The higher order organizational changes meant that each regiment had a staff with an intelligence officer, a commisary officer, a quartermaster, an ordnance officer, etc., etc.--all the offices of a modern army as we now know them. All of these regimental officers were responsible to the officer of the division with the same responsibilities, who was in turn responsible to the officer of the corps with those responsibilities, who was in his turn responsible to army intelligence, commisary, quartermaster, ordnance, etc. This was the part which Napoleon exploited so brilliantly, because he was an organizational genius.
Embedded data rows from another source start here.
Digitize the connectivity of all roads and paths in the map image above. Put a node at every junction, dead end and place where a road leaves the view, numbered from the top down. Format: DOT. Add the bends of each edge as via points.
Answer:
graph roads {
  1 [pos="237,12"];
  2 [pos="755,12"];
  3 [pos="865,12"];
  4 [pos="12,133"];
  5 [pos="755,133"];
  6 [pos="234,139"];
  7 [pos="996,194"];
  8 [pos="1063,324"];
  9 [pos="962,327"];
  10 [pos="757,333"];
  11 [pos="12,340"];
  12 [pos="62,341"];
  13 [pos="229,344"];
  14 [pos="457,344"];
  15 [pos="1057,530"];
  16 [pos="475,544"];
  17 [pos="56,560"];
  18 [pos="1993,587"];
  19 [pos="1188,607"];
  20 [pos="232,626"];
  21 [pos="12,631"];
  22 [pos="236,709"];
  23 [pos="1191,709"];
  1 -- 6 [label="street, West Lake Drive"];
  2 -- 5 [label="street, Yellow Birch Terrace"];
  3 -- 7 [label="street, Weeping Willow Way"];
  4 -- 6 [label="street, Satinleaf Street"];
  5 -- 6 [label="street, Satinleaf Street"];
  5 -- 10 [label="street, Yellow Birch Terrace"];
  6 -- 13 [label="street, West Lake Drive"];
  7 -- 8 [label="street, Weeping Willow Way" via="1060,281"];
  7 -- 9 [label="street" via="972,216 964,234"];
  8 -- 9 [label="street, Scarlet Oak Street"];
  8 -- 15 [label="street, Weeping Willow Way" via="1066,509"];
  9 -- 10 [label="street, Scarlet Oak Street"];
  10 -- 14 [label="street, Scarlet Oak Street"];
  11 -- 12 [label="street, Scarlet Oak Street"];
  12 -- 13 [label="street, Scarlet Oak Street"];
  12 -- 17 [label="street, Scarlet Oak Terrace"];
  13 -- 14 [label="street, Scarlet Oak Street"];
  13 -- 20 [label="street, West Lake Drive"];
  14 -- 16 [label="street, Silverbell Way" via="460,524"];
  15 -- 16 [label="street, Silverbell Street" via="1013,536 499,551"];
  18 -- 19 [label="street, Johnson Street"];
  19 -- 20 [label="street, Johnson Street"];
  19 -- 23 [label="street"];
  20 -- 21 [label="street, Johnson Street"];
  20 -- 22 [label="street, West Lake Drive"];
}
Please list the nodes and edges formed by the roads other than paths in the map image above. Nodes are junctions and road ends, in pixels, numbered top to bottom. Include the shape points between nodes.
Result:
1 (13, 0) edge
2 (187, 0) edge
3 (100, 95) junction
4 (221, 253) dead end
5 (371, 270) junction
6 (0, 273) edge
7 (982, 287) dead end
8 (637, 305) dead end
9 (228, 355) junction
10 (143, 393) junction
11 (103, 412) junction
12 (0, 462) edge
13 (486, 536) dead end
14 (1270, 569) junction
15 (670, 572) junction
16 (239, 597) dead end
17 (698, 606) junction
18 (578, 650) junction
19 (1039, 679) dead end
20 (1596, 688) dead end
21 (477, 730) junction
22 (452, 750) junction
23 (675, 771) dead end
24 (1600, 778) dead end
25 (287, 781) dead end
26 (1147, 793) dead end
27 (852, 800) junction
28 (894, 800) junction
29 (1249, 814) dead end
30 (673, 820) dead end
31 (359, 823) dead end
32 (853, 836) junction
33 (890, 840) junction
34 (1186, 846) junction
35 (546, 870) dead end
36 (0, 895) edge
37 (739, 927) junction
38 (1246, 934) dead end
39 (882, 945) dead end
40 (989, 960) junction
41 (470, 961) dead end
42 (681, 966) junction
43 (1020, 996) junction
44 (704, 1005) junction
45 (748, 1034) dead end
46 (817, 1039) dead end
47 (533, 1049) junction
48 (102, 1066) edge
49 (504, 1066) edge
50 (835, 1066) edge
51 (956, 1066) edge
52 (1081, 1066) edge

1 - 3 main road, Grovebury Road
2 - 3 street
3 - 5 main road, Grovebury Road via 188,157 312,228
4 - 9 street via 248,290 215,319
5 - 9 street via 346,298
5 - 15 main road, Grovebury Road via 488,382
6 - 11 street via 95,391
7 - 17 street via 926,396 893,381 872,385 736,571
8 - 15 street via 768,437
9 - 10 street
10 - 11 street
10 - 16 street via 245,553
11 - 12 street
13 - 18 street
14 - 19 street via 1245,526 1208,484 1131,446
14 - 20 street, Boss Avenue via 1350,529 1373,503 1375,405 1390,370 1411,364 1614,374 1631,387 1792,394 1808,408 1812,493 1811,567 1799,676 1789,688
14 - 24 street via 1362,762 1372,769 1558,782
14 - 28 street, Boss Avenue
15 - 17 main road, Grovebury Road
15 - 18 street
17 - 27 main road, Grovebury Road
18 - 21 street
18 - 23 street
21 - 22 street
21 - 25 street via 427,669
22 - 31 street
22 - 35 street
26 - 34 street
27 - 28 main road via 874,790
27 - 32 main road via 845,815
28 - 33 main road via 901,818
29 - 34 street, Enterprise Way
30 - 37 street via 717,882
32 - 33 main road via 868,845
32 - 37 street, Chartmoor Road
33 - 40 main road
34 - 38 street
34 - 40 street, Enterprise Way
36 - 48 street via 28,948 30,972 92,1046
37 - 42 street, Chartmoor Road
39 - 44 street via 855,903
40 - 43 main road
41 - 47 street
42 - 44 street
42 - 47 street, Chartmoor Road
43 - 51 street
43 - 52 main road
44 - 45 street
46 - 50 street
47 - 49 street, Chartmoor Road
That was how he was able to launch his grand armies of hundreds of thousands of men, on foot, across hundreds of miles of any type of landscape Europe could offer, and arrive before the enemy barely knew he was moving.
The Wagram campaignn was the most brilliant expression of this ability, and also the best example of Napoleon's total lack of tactical command skills. Having rolled the Austrian army down the Danube, reeling from the speed of the French advace, he halted, waiting weeks, and then attacked them head-on. He won the battle of Wagram, but at the cost of his best veteran officers, non-coms and private soldiers. Commanding directly on the battlefield, Napoleon was hopeless.
The Prussians completely revised thei military doctrine in 1813, and the document they produced showed that they learned absolutely nothing from the wars with Napoleon--they just didn't get it. The English, of course, just decided that nobody had anything to teach them, and didn't ever seem to have learned anything from the experience. The Americans enthusiastically embraced the new doctrines, and even though the Europeans sneered, the armies which fought our civil war were as modern and well-organized as any on earth. Despite continuing worship of the Prussians by historians, the United States Army in 1865 was superior any on earth, the Prussians and the French included.
Today, military organizations take for granted the innovations the French credated in the late 18th century. Before de Broglie, modern staff systems simply didn't exist. These days, people take them for granted, and hardly know what i'm talking about when i try to explain it to them.